The book is written in the Australian context where liberal Anglo social work has a painful history in its development against a backdrop of colonisation and near genocide of Indigenous people, as have many other former European colonies. A future edition might benefit from the inclusion of references to contemporary Indigenous research and scholarship. Many would also argue that in the neoliberal regime social work has been forced back into very narrow individualised practice – often far too closely associated with disciplining the poor. The application of market philosophies to public services and burgeoning privatisation in so many countries threatens the independence and mission of NGOs and grassroots social services, leading to greater coercion of service users and workers (Baines and van den Broek, 2016). These problems are of central importance if organisations and management are to be understood in the political context of social work. This text canvases many of these issues.

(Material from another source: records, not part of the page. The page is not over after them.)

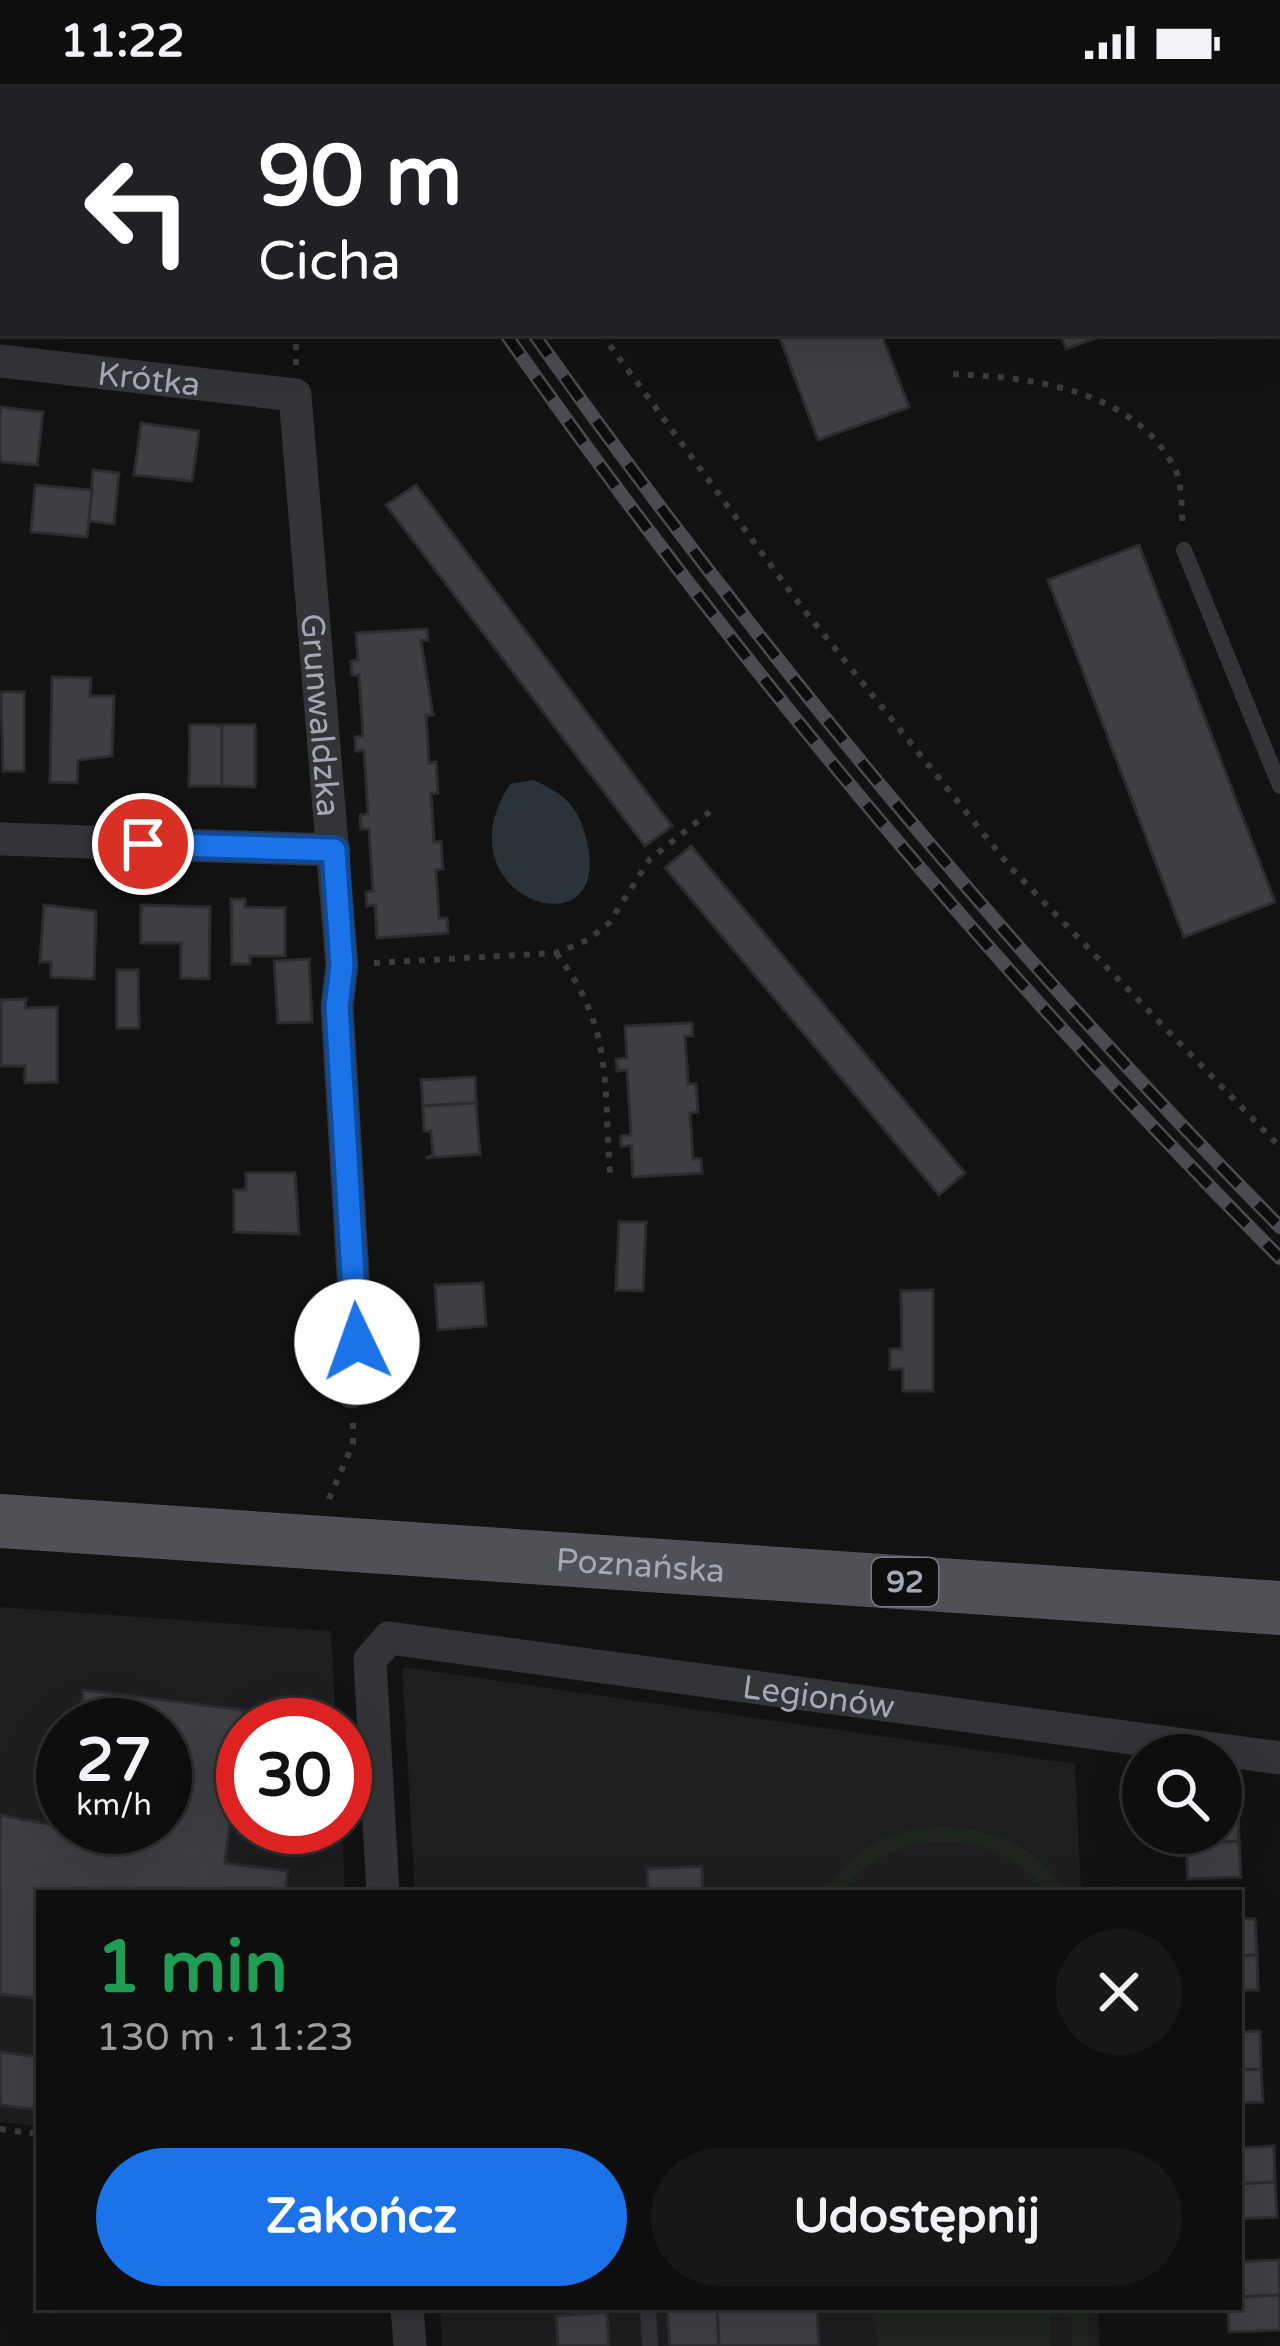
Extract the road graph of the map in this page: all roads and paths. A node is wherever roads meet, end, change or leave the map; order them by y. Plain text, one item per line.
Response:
1 (603, 336) edge
2 (0, 361) edge
3 (953, 374) dead end
4 (295, 395) joint
5 (1184, 550) joint
6 (1280, 786) edge
7 (712, 810) dead end
8 (0, 839) edge
9 (334, 850) junction
10 (556, 952) junction
11 (342, 966) junction
12 (1280, 1147) edge
13 (610, 1173) dead end
14 (352, 1392) joint
15 (322, 1513) dead end
16 (0, 1521) edge
17 (1280, 1608) edge
18 (1280, 1758) edge
19 (383, 1890) edge
20 (0, 2129) edge
21 (36, 2134) edge
22 (407, 2310) edge
23 (648, 2310) edge
24 (410, 2346) edge
25 (650, 2346) edge

1 - 12 path
2 - 4 street, Krótka
3 - 5 path
4 - 9 street, Grunwaldzka
5 - 6 lane
7 - 10 path
8 - 9 street
9 - 11 street, Grunwaldzka
10 - 11 path
10 - 13 path
11 - 14 street, Grunwaldzka
14 - 15 path
16 - 17 main road, Poznańska / 92
18 - 19 street, Legionów
20 - 21 path
22 - 24 street
23 - 25 lane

There are some limitations that, for me, coalesce around the absence of some very contemporary concerns. I was surprised to see a detailed discussion of the ‘Orkney Islands’ case from the United Kingdom in the discussion of accountability (pp. 153–155). This case is from another era and while interesting, is very dated. The analysis minimises the role of politicians and media in manipulating both public opinion and professional reactivity. Contemporary readers would be better served by reference to the Peter Connelly case, where several texts have interrogated the far from innocent roles of people and professions other than social workers (Jones, 2014; Warner, 2015).
A discussion of technology could be expanded to explore the increasing use of data from welfare benefit, justice and other systems to target ‘vulnerable’ and ‘troubled’ families for muscular state intervention (see for example Crossley and Lambert, 2017 and Keddell, 2015).
While it could be argued that these are matters in the social policy domain, frontline workers and their managers are caught up in the implementation of such interventions, raising issues of complicity and reluctant compliance.
This book will continue to feature as a useful text in undergraduate and postgraduate qualifying courses in social work and would best serve students if supplemented with some additional reading of the growing rich critique of social work and social work organisations in the present era.